To keep the git history easy to follow, encourage well-scoped PRs, and facilitate changelog writing and versioning, we follow certain rules for commit messages when merging pull requests into main. Each message uses this template:

Template#
<type>(<scope>): <subject> (#<pr-id>)

<description>

closes #<issue-id>
Example#
 perf(costs): Cache m_cvx and m_smooth (#105)

 Cache the properties m_cvx and m_smooth where applicable. This led to a
 75% speed up when running ADMM on a logistic regression problem.

 closes #101
Notes:
  • See table below for types.

  • Scope can be a subpackage, module or build tool, e.g. metrics, costs, or sphinx.

  • Max 72 characters per line.

  • Capitalize but do not punctuate subject.

  • Start subject and description with a verb.

  • Use imperative mood in subject and description.

  • Description explains what changes and why it changes.

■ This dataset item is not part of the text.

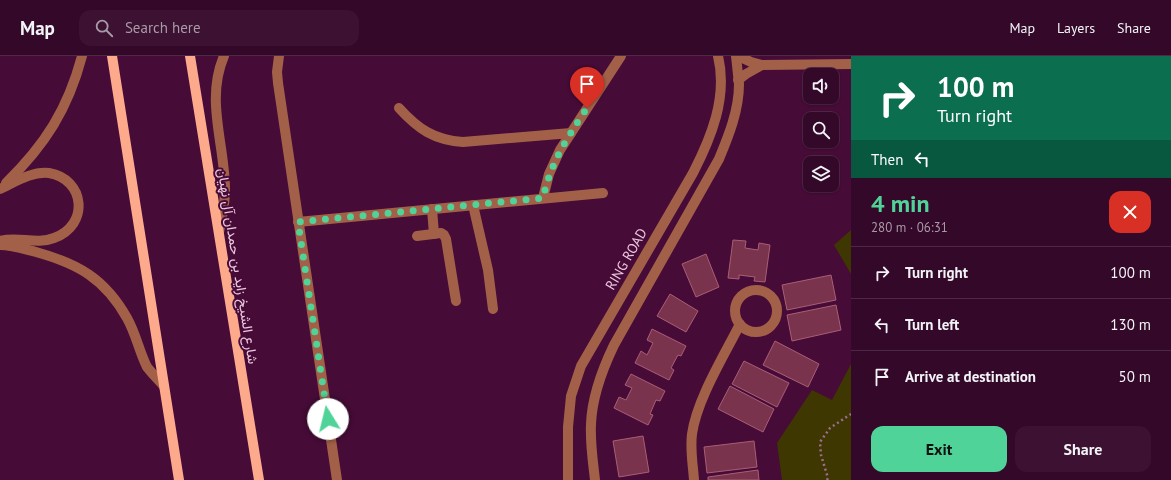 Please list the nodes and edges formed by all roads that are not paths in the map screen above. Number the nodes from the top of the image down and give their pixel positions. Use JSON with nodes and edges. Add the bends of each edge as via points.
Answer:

  • If the PR has a related issue but doesn’t close it, skip the “closes”-keyword and simply reference the issue.

Type

Description

feat

New functionality

perf

Performance improvement

ref

Refactor

enh

Small improvement that doesn’t qualify as feat, perf, or ref, e.g. improved variable naming, additional logging, or prettier plots

fix

Bug fix

test

Change to tests

docs

Update to readme, comments, docstrings, rst files, or sphinx config

ci

CI related change, e.g. modifying GitHub checks or tox environments

meta

Update to metadata, e.g. project description, version, or .gitignore

license

License update

Inspired by Sentry.

Releases#

  1. Update the version in pyproject.toml using Semantic Versioning.

  2. Merge the change into main with commit message meta: Bump version to <x>.<y>.<z> (#<pr-id>).

  3. Create a new release on GitHub.

  4. Publish to PyPI using hatch clean && hatch build && hatch publish.